- Task goal
Would you count the lines in the material below that include the string "Whetstone"? Only the number is needed.
--*--
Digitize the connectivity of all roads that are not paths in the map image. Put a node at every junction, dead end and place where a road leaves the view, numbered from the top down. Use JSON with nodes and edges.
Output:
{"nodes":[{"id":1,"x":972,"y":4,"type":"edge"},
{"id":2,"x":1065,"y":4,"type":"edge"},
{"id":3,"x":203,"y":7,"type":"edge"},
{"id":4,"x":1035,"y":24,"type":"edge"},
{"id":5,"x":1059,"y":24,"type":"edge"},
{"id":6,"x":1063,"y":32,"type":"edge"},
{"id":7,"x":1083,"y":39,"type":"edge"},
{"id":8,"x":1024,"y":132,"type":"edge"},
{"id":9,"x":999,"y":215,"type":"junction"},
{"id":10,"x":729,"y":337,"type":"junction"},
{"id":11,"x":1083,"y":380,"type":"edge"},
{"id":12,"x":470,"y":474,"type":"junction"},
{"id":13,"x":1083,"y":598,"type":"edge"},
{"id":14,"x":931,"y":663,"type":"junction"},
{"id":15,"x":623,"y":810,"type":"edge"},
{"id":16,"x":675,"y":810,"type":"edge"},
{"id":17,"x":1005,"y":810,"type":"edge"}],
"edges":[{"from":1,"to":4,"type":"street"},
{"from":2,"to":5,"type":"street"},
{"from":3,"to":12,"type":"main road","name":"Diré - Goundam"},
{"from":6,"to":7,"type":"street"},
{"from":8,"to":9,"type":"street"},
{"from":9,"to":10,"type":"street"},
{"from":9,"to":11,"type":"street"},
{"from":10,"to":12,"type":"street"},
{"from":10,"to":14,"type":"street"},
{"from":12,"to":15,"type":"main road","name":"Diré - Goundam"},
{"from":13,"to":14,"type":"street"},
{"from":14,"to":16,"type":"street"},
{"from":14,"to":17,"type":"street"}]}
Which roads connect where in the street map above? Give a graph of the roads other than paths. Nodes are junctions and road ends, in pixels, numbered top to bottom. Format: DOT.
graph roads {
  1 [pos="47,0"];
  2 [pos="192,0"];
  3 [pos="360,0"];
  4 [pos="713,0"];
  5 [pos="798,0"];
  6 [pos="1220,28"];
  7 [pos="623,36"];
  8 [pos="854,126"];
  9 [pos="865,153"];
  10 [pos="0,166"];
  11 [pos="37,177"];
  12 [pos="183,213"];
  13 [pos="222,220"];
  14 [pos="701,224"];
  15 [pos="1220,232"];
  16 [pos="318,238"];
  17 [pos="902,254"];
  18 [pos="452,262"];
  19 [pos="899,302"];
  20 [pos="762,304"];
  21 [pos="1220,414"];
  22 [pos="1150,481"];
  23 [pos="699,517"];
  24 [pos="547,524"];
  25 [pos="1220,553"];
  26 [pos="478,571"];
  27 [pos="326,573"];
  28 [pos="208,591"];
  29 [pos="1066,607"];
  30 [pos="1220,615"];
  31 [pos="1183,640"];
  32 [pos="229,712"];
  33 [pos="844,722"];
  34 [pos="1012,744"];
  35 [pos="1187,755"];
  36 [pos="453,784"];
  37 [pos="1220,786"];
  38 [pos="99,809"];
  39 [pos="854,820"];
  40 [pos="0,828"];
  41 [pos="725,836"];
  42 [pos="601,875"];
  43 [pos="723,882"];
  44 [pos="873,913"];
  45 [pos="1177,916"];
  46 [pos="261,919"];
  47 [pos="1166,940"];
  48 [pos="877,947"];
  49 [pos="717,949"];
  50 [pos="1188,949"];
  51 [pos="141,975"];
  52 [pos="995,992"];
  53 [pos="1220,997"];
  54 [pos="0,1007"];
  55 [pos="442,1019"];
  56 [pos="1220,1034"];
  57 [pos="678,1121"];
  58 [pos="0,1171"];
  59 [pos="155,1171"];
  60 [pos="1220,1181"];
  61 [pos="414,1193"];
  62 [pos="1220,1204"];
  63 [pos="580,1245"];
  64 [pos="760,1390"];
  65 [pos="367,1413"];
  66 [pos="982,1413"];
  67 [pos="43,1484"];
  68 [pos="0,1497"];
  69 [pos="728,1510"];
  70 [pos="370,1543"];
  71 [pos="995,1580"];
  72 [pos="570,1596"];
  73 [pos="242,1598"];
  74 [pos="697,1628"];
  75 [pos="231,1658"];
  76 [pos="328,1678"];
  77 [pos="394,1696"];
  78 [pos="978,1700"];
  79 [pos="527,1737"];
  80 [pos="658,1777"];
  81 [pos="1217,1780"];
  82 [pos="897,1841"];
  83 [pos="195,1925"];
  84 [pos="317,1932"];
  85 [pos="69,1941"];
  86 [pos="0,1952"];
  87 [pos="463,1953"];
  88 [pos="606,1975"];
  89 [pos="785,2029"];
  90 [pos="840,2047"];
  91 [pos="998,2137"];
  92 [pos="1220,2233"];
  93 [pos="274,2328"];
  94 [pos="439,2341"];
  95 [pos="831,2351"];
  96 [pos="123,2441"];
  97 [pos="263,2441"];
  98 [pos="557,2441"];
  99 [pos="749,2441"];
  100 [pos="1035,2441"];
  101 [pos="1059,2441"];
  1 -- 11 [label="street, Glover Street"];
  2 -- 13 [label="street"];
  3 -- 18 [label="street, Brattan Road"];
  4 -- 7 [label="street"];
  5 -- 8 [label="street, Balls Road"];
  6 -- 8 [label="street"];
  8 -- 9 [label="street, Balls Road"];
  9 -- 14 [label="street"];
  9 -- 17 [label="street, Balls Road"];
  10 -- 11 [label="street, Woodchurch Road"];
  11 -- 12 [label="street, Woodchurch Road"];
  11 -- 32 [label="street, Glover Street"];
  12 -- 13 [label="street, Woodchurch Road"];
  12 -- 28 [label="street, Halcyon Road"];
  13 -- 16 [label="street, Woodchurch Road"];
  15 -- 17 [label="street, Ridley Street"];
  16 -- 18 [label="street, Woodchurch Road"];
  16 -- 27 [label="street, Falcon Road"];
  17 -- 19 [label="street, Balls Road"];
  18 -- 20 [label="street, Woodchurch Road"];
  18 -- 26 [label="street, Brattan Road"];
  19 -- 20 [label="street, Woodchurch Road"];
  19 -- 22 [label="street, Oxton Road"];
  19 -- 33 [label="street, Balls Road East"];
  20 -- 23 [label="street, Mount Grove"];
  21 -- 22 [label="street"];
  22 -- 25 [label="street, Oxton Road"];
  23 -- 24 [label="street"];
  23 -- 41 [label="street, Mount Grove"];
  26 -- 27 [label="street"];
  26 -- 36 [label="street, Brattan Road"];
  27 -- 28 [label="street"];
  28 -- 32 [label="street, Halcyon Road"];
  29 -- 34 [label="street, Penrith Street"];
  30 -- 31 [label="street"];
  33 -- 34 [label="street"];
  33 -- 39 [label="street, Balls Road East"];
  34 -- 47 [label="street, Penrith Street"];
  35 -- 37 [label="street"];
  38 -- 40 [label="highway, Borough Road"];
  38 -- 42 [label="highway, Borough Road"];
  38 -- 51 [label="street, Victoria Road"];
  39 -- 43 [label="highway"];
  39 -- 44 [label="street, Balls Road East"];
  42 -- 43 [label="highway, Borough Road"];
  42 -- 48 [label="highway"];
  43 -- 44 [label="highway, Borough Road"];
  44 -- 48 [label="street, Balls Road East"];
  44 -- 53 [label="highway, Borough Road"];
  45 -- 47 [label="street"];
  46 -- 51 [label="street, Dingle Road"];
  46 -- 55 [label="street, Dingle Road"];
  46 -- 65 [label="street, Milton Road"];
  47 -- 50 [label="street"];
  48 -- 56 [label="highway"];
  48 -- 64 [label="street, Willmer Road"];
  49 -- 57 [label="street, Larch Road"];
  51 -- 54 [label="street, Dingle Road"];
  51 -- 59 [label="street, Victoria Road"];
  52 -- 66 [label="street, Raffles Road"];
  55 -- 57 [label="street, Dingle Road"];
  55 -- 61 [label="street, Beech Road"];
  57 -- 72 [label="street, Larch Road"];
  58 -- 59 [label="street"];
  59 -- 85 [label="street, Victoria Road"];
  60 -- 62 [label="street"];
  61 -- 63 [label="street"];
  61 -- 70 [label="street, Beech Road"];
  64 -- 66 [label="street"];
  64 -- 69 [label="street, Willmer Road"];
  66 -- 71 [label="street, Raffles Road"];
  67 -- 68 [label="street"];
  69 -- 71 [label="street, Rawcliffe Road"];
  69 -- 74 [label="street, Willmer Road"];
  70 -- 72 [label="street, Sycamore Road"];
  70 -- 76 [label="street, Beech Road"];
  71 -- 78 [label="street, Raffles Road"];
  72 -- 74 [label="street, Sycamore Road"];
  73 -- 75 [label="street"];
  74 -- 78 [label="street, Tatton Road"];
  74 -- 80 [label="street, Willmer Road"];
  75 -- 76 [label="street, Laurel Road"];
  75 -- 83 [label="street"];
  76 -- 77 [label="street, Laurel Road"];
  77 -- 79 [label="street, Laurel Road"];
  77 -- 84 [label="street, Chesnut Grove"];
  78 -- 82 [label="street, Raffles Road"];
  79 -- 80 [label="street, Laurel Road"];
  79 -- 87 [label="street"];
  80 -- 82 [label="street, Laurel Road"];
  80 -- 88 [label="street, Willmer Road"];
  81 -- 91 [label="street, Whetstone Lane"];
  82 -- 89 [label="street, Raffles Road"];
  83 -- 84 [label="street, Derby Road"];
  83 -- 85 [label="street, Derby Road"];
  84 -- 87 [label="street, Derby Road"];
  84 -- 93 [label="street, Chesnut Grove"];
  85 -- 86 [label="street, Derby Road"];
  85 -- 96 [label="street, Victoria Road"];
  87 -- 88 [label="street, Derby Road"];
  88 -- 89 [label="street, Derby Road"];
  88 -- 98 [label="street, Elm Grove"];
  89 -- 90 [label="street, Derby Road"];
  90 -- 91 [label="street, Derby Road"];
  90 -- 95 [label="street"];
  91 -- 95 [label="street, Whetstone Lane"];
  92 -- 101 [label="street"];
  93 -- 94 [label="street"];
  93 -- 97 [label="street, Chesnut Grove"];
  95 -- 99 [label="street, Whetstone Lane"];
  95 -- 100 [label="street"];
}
--*--
- Exercise solution
3